L.A. Mayor Approves 177 Miles of Speed Limit Reductions
Earlier today, Mayor Eric Garcetti signed a new ordinance [council file 21-1223] that reduces speed limits on 177 miles of L.A. City streets. In his signing ceremony (broadcast via Twitter) Garcetti acknowledged that “far too many Angelenos die in traffic collisions… [which] kill disproportionately in low income, Black, and Latinx communities.”
Garcetti acknowledged that this round of speed limit reductions were the result of the hard work of livability advocates, the city’s Transportation Department (LADOT), City Councilmembers Mike Bonin and Paul Koretz, as well as State Assemblymember Laura Friedman. Friedman took on naysayers in a multi-year effort to reform California’s absurd archaic speed limit laws, which mandate a pseudo-scientific 85th Percentile criteria that forces cities to incrementally creep speed limits ever upward. Friedman’s A.B. 43 carved out several important exceptions to that rule, making it legal for cities to now consider safety concerns when setting speed limits – as well as allowing municipalities to roll back some recent speed limit increases.
Soon after the passage of A.B. 43, LADOT reviewed recent speed limit increases, and found 177 miles of city streets where reductions were warranted and allowed under the new law. Those decreases were approved by the City Council Transportation Committee and by the full City Council in February.

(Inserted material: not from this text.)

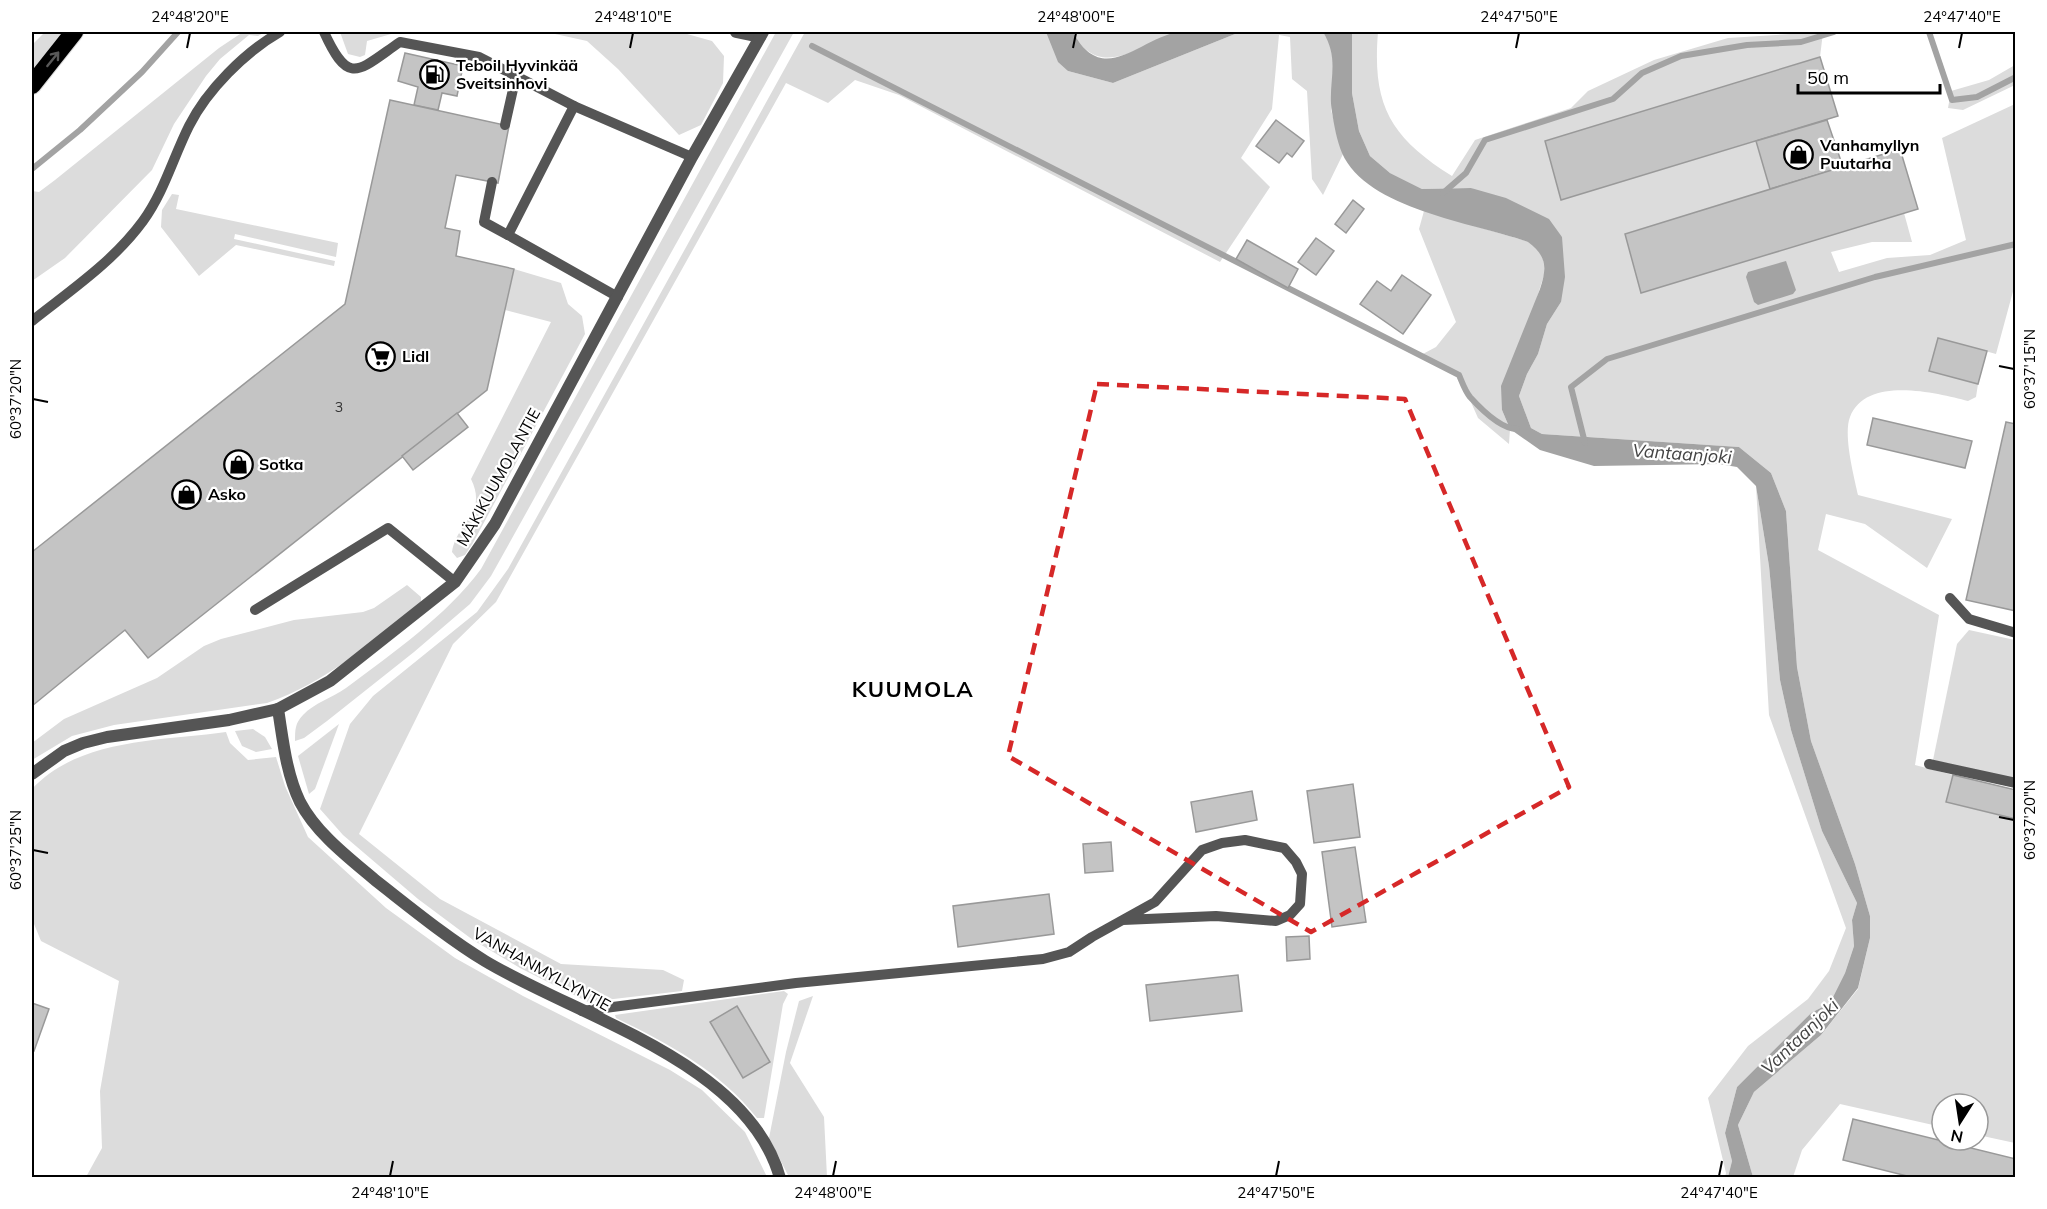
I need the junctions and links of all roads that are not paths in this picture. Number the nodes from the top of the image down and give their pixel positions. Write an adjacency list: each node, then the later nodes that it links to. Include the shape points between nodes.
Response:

Garcetti’s signature today makes the speed limit reductions city law, though they go into effect after at least thirty days – and after the city has replaced current signage. LADOT General Manager Seleta Reynolds today announced that the limits will be in effect “by June of this year.” Today, as well as at the Transportation Committee meeting last month, Reynolds made it clear that while the current round of speed limit reductions is significant and unprecedented, additional California speed limit reform is still needed. “We will keep going… [we will] stay in this fight ’til it’s done,” she promised.